Author's note: I remember when Micchi was a cute, innocent boy who danced as a way to control his own life but now he's SADNESS AND PAIN AND BETRAYAL AND UGH I'm too upset for this.
Disclaimer: I don't own Gaim.
"I just wanted you to be happy!"
-Micchi, episode 23.
The truth is a weapon and Mitsuzane has a loaded gun.
He didn't mean for it to happen like this, at first. It was always about protecting Kouta and Mai; and then when he couldn't protect Kouta anymore it was about making sure Mai was safe, making sure Mai was happy, making sure Mai was blissfully ignorant.
It wasn't his fault, at first. He fought for all the right reasons in all the wrong ways and now he wasn't really sure where up was and if he was drowning how come he could still breathe just enough to stay alive.
And now he wasn't sure whether his name was Micchi or Mitsuzane—because two very important people had two very important opinions about what he should be fighting for. It wasn't like it was an easy choice, no, nothing simple like friends or family. Mai and Kouta were his family, but Takatora had always been such a constant presence he was entirely certain he'd be unable to cope if that were suddenly ripped away from him.
So now he was caught in between Micchi and Mitsuzane. Caught in between a smiling boy and a man who would have to grow up too quickly to make the decisions no one else could. He could save himself or he could save the world. Either way, the outcome would be strangely selfish, which in itself was a nostalgic feeling.

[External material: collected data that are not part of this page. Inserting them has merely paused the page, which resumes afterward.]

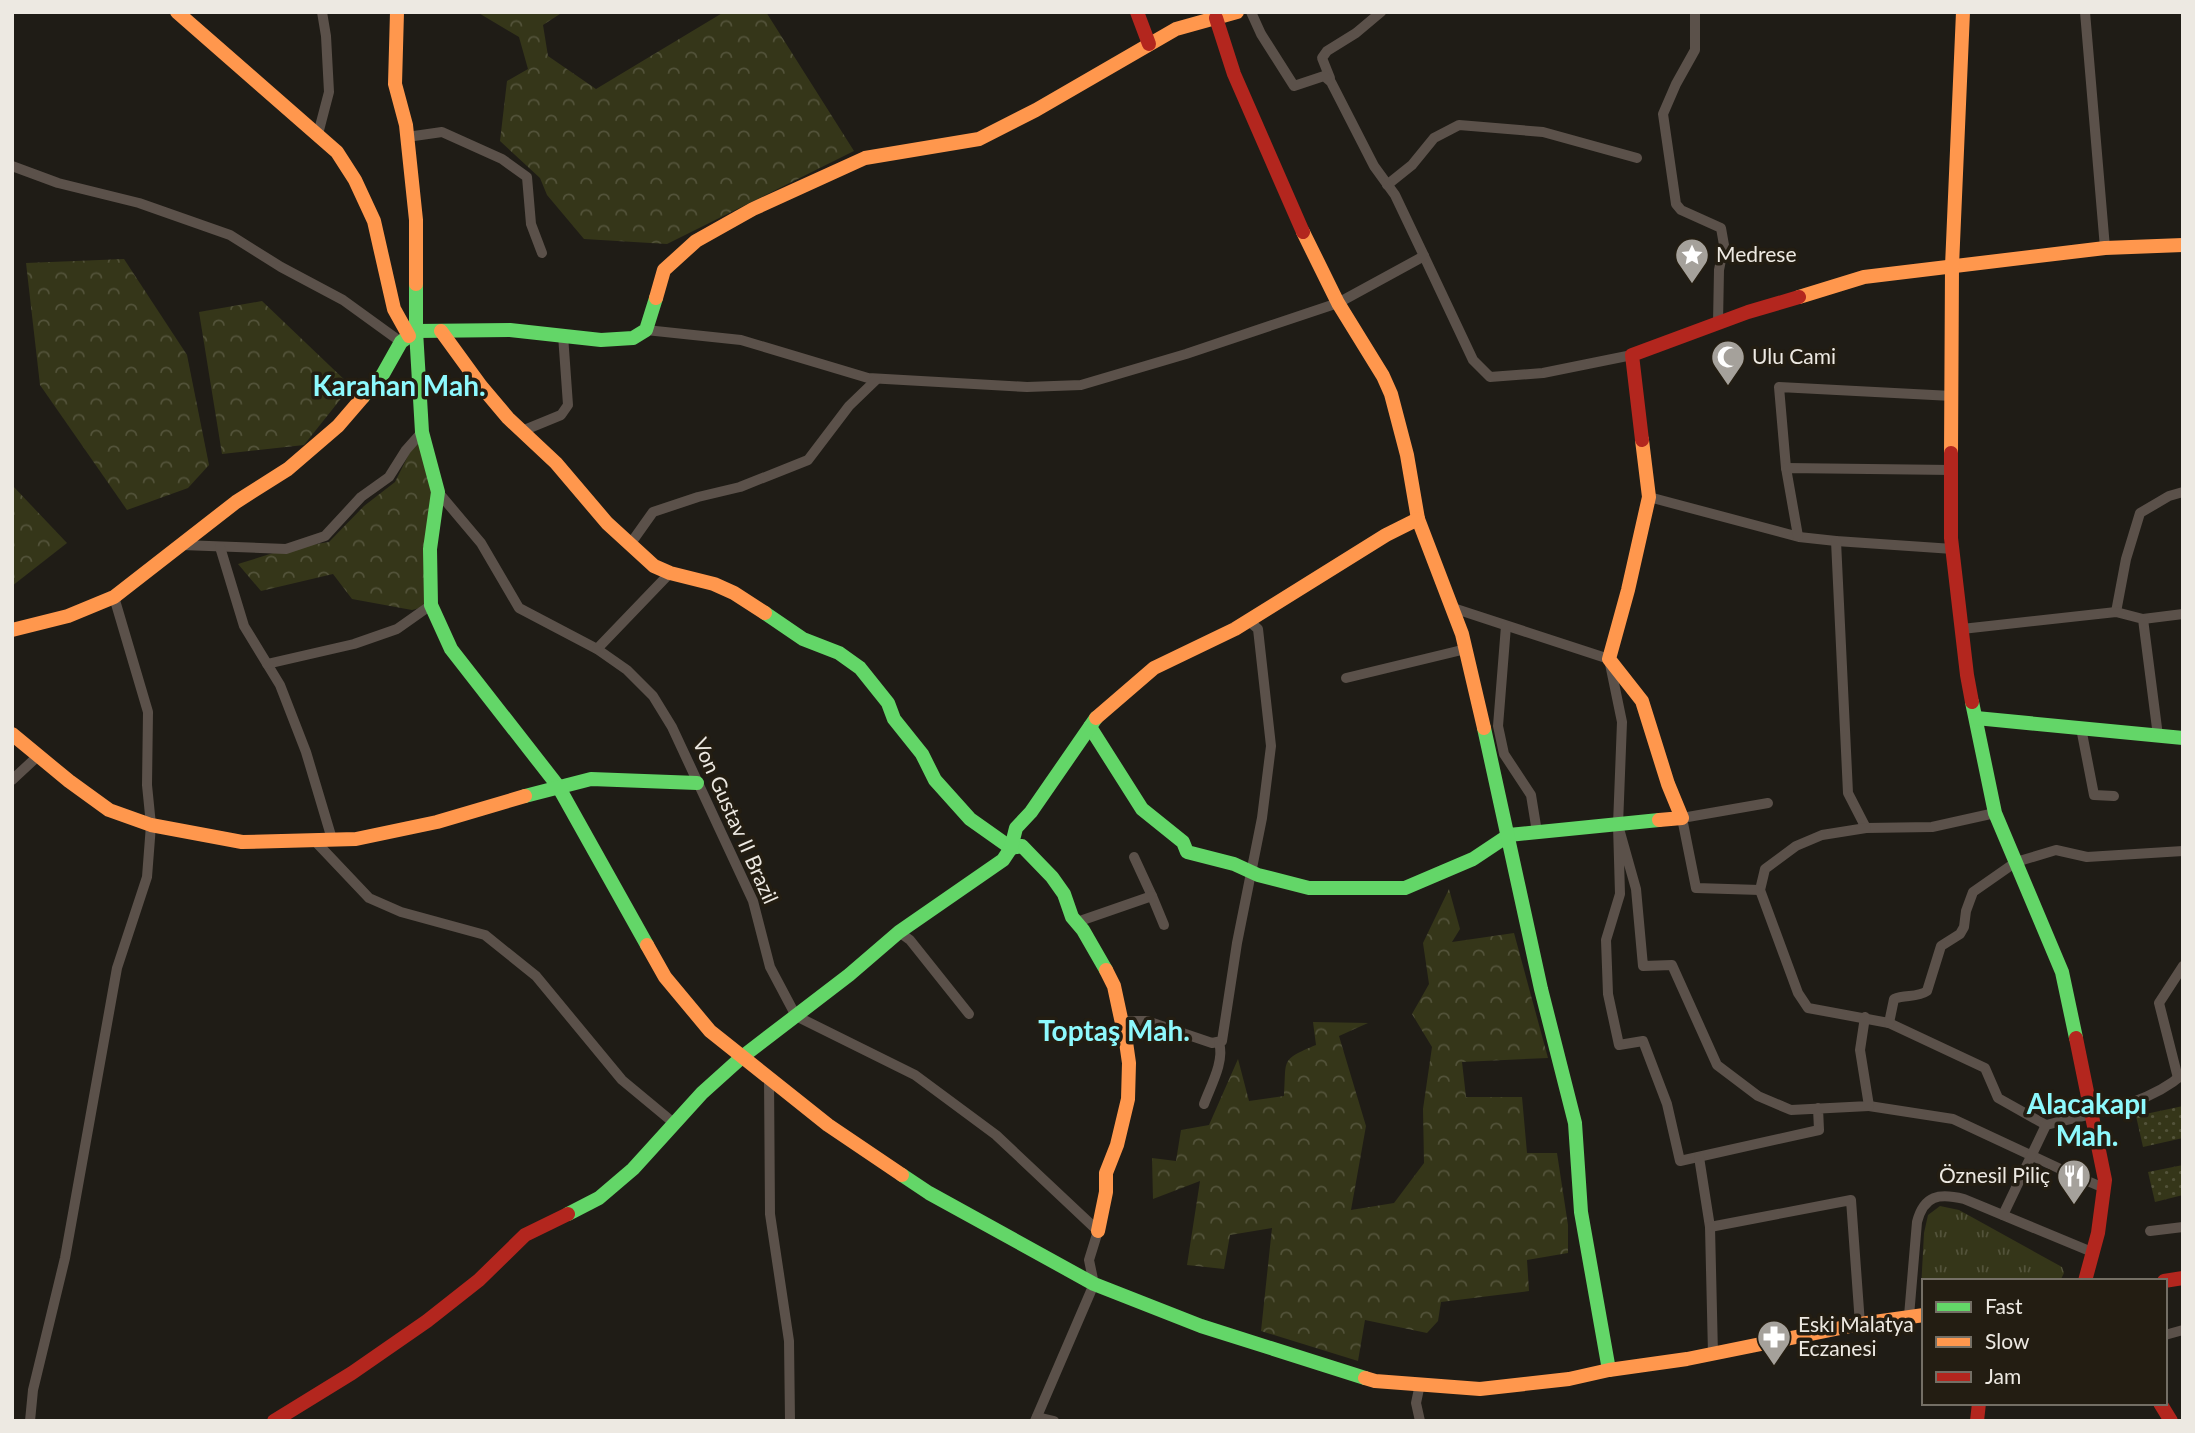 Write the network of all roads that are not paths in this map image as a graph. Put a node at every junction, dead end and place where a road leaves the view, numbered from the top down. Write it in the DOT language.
graph roads {
  1 [pos="177,12"];
  2 [pos="322,12"];
  3 [pos="397,12"];
  4 [pos="1137,12"];
  5 [pos="1237,12"];
  6 [pos="1251,12"];
  7 [pos="1381,12"];
  8 [pos="1695,12"];
  9 [pos="1963,12"];
  10 [pos="2085,12"];
  11 [pos="1216,18"];
  12 [pos="1149,44"];
  13 [pos="1331,82"];
  14 [pos="318,134"];
  15 [pos="407,137"];
  16 [pos="1637,159"];
  17 [pos="12,166"];
  18 [pos="1387,185"];
  19 [pos="2183,245"];
  20 [pos="2105,248"];
  21 [pos="542,253"];
  22 [pos="1424,256"];
  23 [pos="1952,266"];
  24 [pos="1338,303"];
  25 [pos="1718,323"];
  26 [pos="646,330"];
  27 [pos="441,331"];
  28 [pos="563,335"];
  29 [pos="409,336"];
  30 [pos="1632,355"];
  31 [pos="877,379"];
  32 [pos="1952,396"];
  33 [pos="522,431"];
  34 [pos="422,432"];
  35 [pos="1786,468"];
  36 [pos="1952,470"];
  37 [pos="438,492"];
  38 [pos="2183,492"];
  39 [pos="1649,497"];
  40 [pos="1418,519"];
  41 [pos="1798,536"];
  42 [pos="1836,541"];
  43 [pos="631,543"];
  44 [pos="182,545"];
  45 [pos="220,547"];
  46 [pos="1953,549"];
  47 [pos="670,573"];
  48 [pos="114,597"];
  49 [pos="431,605"];
  50 [pos="1453,608"];
  51 [pos="2116,612"];
  52 [pos="2183,614"];
  53 [pos="2143,620"];
  54 [pos="1249,621"];
  55 [pos="1506,626"];
  56 [pos="1962,629"];
  57 [pos="12,630"];
  58 [pos="597,649"];
  59 [pos="1466,649"];
  60 [pos="1609,659"];
  61 [pos="267,664"];
  62 [pos="1346,678"];
  63 [pos="1976,718"];
  64 [pos="1090,727"];
  65 [pos="2081,728"];
  66 [pos="12,734"];
  67 [pos="2158,736"];
  68 [pos="2183,738"];
  69 [pos="39,755"];
  70 [pos="12,780"];
  71 [pos="697,783"];
  72 [pos="558,786"];
  73 [pos="2114,796"];
  74 [pos="1768,803"];
  75 [pos="1995,813"];
  76 [pos="1682,818"];
  77 [pos="151,825"];
  78 [pos="1618,825"];
  79 [pos="1866,828"];
  80 [pos="1537,832"];
  81 [pos="1509,835"];
  82 [pos="332,839"];
  83 [pos="314,840"];
  84 [pos="1011,848"];
  85 [pos="2183,851"];
  86 [pos="1134,857"];
  87 [pos="2016,862"];
  88 [pos="1250,871"];
  89 [pos="1760,890"];
  90 [pos="1152,896"];
  91 [pos="1077,922"];
  92 [pos="1164,925"];
  93 [pos="899,932"];
  94 [pos="2183,966"];
  95 [pos="969,1014"];
  96 [pos="796,1016"];
  97 [pos="1865,1017"];
  98 [pos="1122,1021"];
  99 [pos="1889,1023"];
  100 [pos="1219,1043"];
  101 [pos="742,1057"];
  102 [pos="2180,1076"];
  103 [pos="769,1078"];
  104 [pos="1204,1104"];
  105 [pos="1869,1107"];
  106 [pos="1818,1108"];
  107 [pos="2091,1113"];
  108 [pos="675,1124"];
  109 [pos="2046,1125"];
  110 [pos="2032,1154"];
  111 [pos="1699,1157"];
  112 [pos="2104,1188"];
  113 [pos="2003,1215"];
  114 [pos="1710,1227"];
  115 [pos="2183,1227"];
  116 [pos="1098,1231"];
  117 [pos="2150,1231"];
  118 [pos="2092,1252"];
  119 [pos="2085,1279"];
  120 [pos="1094,1284"];
  121 [pos="1916,1316"];
  122 [pos="1860,1324"];
  123 [pos="1713,1354"];
  124 [pos="1609,1370"];
  125 [pos="1420,1384"];
  126 [pos="2161,1405"];
  127 [pos="1036,1419"];
  128 [pos="30,1421"];
  129 [pos="274,1421"];
  130 [pos="790,1421"];
  131 [pos="1054,1421"];
  132 [pos="1420,1421"];
  133 [pos="2171,1421"];
  1 -- 14 [label="street"];
  2 -- 14 [label="street"];
  3 -- 15 [label="street"];
  4 -- 12 [label="street"];
  5 -- 11 [label="street"];
  6 -- 13 [label="street"];
  7 -- 13 [label="street"];
  8 -- 25 [label="street"];
  9 -- 23 [label="street"];
  10 -- 20 [label="street"];
  11 -- 12 [label="street"];
  11 -- 24 [label="street"];
  12 -- 26 [label="street"];
  13 -- 18 [label="street"];
  14 -- 29 [label="street"];
  15 -- 21 [label="street"];
  15 -- 29 [label="street"];
  16 -- 18 [label="street"];
  17 -- 29 [label="street"];
  18 -- 22 [label="street"];
  19 -- 20 [label="street"];
  20 -- 23 [label="street"];
  22 -- 24 [label="street"];
  22 -- 30 [label="street"];
  23 -- 25 [label="street"];
  23 -- 32 [label="street"];
  24 -- 31 [label="street"];
  24 -- 40 [label="street"];
  25 -- 30 [label="street"];
  26 -- 28 [label="street"];
  26 -- 31 [label="street"];
  27 -- 28 [label="street"];
  27 -- 29 [label="street"];
  27 -- 33 [label="street"];
  28 -- 33 [label="street"];
  29 -- 34 [label="street"];
  29 -- 44 [label="street"];
  30 -- 39 [label="street"];
  31 -- 43 [label="street"];
  32 -- 35 [label="street"];
  32 -- 36 [label="street"];
  33 -- 43 [label="street"];
  34 -- 37 [label="street"];
  34 -- 45 [label="street"];
  35 -- 36 [label="street"];
  35 -- 41 [label="street"];
  36 -- 46 [label="street"];
  37 -- 49 [label="street"];
  37 -- 58 [label="street, Von Gustav II Brazil"];
  38 -- 51 [label="street"];
  39 -- 41 [label="street"];
  39 -- 60 [label="street"];
  40 -- 50 [label="street"];
  40 -- 54 [label="street"];
  41 -- 42 [label="street"];
  42 -- 46 [label="street"];
  42 -- 79 [label="street"];
  43 -- 47 [label="street"];
  44 -- 45 [label="street"];
  44 -- 48 [label="street"];
  45 -- 61 [label="street"];
  46 -- 56 [label="street"];
  47 -- 58 [label="street"];
  47 -- 84 [label="street"];
  48 -- 57 [label="street"];
  48 -- 77 [label="street"];
  49 -- 61 [label="street"];
  49 -- 72 [label="street"];
  50 -- 55 [label="street"];
  50 -- 59 [label="street"];
  51 -- 53 [label="street"];
  51 -- 56 [label="street"];
  52 -- 53 [label="street"];
  53 -- 67 [label="street"];
  54 -- 64 [label="street"];
  54 -- 88 [label="street"];
  55 -- 60 [label="street"];
  55 -- 80 [label="street"];
  56 -- 63 [label="street"];
  58 -- 71 [label="street, Von Gustav II Brazil"];
  59 -- 62 [label="street"];
  59 -- 81 [label="street"];
  60 -- 76 [label="street"];
  60 -- 78 [label="street"];
  61 -- 82 [label="street"];
  63 -- 65 [label="street"];
  63 -- 75 [label="street"];
  64 -- 84 [label="street"];
  64 -- 88 [label="street"];
  65 -- 67 [label="street"];
  65 -- 73 [label="street"];
  66 -- 69 [label="street"];
  67 -- 68 [label="street"];
  69 -- 70 [label="street"];
  69 -- 77 [label="street"];
  71 -- 72 [label="street"];
  71 -- 96 [label="street, Von Gustav II Brazil"];
  72 -- 82 [label="street"];
  72 -- 101 [label="street"];
  74 -- 76 [label="street"];
  75 -- 79 [label="street"];
  75 -- 87 [label="street"];
  76 -- 78 [label="street"];
  76 -- 89 [label="street"];
  77 -- 83 [label="street"];
  77 -- 128 [label="street"];
  78 -- 80 [label="street"];
  78 -- 106 [label="street"];
  78 -- 111 [label="street"];
  79 -- 89 [label="street"];
  80 -- 81 [label="street"];
  81 -- 88 [label="street"];
  81 -- 124 [label="street"];
  82 -- 83 [label="street"];
  83 -- 108 [label="street"];
  84 -- 91 [label="street"];
  84 -- 93 [label="street"];
  85 -- 87 [label="street"];
  86 -- 90 [label="street"];
  87 -- 99 [label="street"];
  87 -- 107 [label="street"];
  88 -- 100 [label="street"];
  89 -- 97 [label="street"];
  90 -- 91 [label="street"];
  90 -- 92 [label="street"];
  91 -- 98 [label="street"];
  93 -- 95 [label="street"];
  93 -- 96 [label="street"];
  94 -- 102 [label="street"];
  96 -- 101 [label="street"];
  96 -- 116 [label="street"];
  97 -- 99 [label="street"];
  97 -- 105 [label="street"];
  98 -- 100 [label="street"];
  98 -- 116 [label="street"];
  99 -- 109 [label="street"];
  100 -- 104 [label="street"];
  101 -- 103 [label="street"];
  101 -- 108 [label="street"];
  102 -- 107 [label="street"];
  103 -- 120 [label="street"];
  103 -- 130 [label="street"];
  105 -- 106 [label="street"];
  105 -- 110 [label="street"];
  106 -- 111 [label="street"];
  107 -- 109 [label="street"];
  107 -- 112 [label="street"];
  108 -- 129 [label="street"];
  109 -- 110 [label="street"];
  110 -- 112 [label="street"];
  110 -- 113 [label="street"];
  111 -- 114 [label="street"];
  112 -- 118 [label="street"];
  113 -- 118 [label="street"];
  113 -- 121 [label="street"];
  114 -- 122 [label="street"];
  114 -- 123 [label="street"];
  115 -- 117 [label="street"];
  116 -- 120 [label="street"];
  118 -- 119 [label="street"];
  120 -- 125 [label="street"];
  120 -- 127 [label="street"];
  121 -- 122 [label="street"];
  122 -- 123 [label="street"];
  123 -- 124 [label="street"];
  124 -- 125 [label="street"];
  125 -- 132 [label="street"];
  126 -- 133 [label="street"];
  127 -- 131 [label="street"];
} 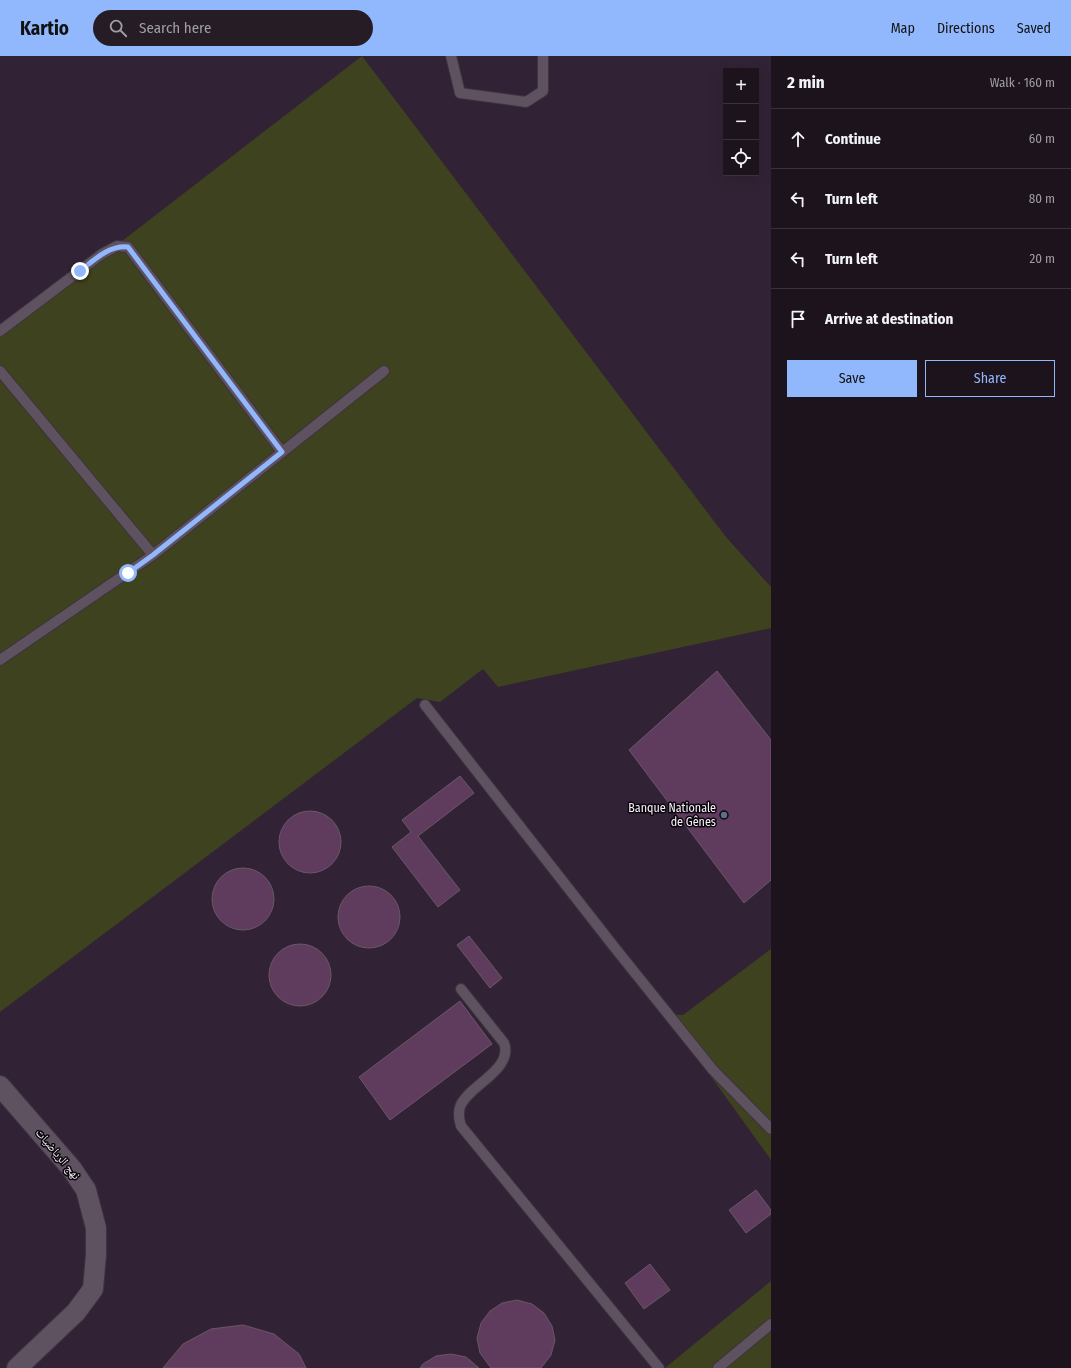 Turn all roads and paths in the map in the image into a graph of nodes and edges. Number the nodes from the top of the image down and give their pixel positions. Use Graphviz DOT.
graph roads {
  1 [pos="451,56"];
  2 [pos="543,56"];
  3 [pos="0,331"];
  4 [pos="0,371"];
  5 [pos="384,371"];
  6 [pos="282,452"];
  7 [pos="153,555"];
  8 [pos="0,660"];
  9 [pos="425,705"];
  10 [pos="461,988"];
  11 [pos="0,1086"];
  12 [pos="771,1129"];
  13 [pos="771,1324"];
  14 [pos="17,1368"];
  15 [pos="659,1368"];
  16 [pos="718,1368"];
  1 -- 2 [label="lane"];
  3 -- 6 [label="lane"];
  4 -- 7 [label="lane"];
  5 -- 6 [label="lane"];
  6 -- 7 [label="lane"];
  7 -- 8 [label="lane"];
  9 -- 12 [label="lane"];
  10 -- 15 [label="lane"];
  11 -- 14 [label="street, نهج الرياضيات"];
  13 -- 16 [label="lane"];
}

He missed being able to sneak out to the stage and dance with a family who didn't know who he was—he'd rather that than be in a house with a family who knew what they wanted him to be. It was overbearing and suffocating and if he had to spend another day in his room with only textbooks with empty words that ran together in streaks of paint that looked like tears—
He missed a lot of things.
And now he held a lot of those things in his hands, so if he chose to he could set fire to them and watch everything curl up into wisps of smoke and float through the clouds and into the brightest blue skies you've ever seen.
He liked that idea, sometimes. Other times he was terrified of the thought of just how easy it would be to end it all. Wasn't it supposed to be harder than this? But oh, how easy it was to put on a smiling mask and assure Kouta that everything was okay, everything would be fine, he'd continue to fight, it was okay to stop fighting. Kouta wasn't the kind of boy who would be able to handle having blood in his mouth.
It'd break him. Nobody would be able to put him back together, even if they had all the time in the world (they don't).
Unfortunately, Kouta would never stop. He didn't know how to. Meanwhile, Mitsuzane could never start. And when his betrayal would come to light it'd be an ugly thing covered in shards of glass that were once little pieces of themselves that they left behind in the forests of Helheim, among ruins and rubble and stones that once meant something to someone.
It'd be more than a knife in the back. That's why he would keep his secrets for as long as he could. He would have liked to think that there was the possibility that Kouta would never find out, but he wasn't naïve nor was he stupid.
When it would happen, he would not have meant for it to.
The truth is a weapon, and Micchi has a loaded gun.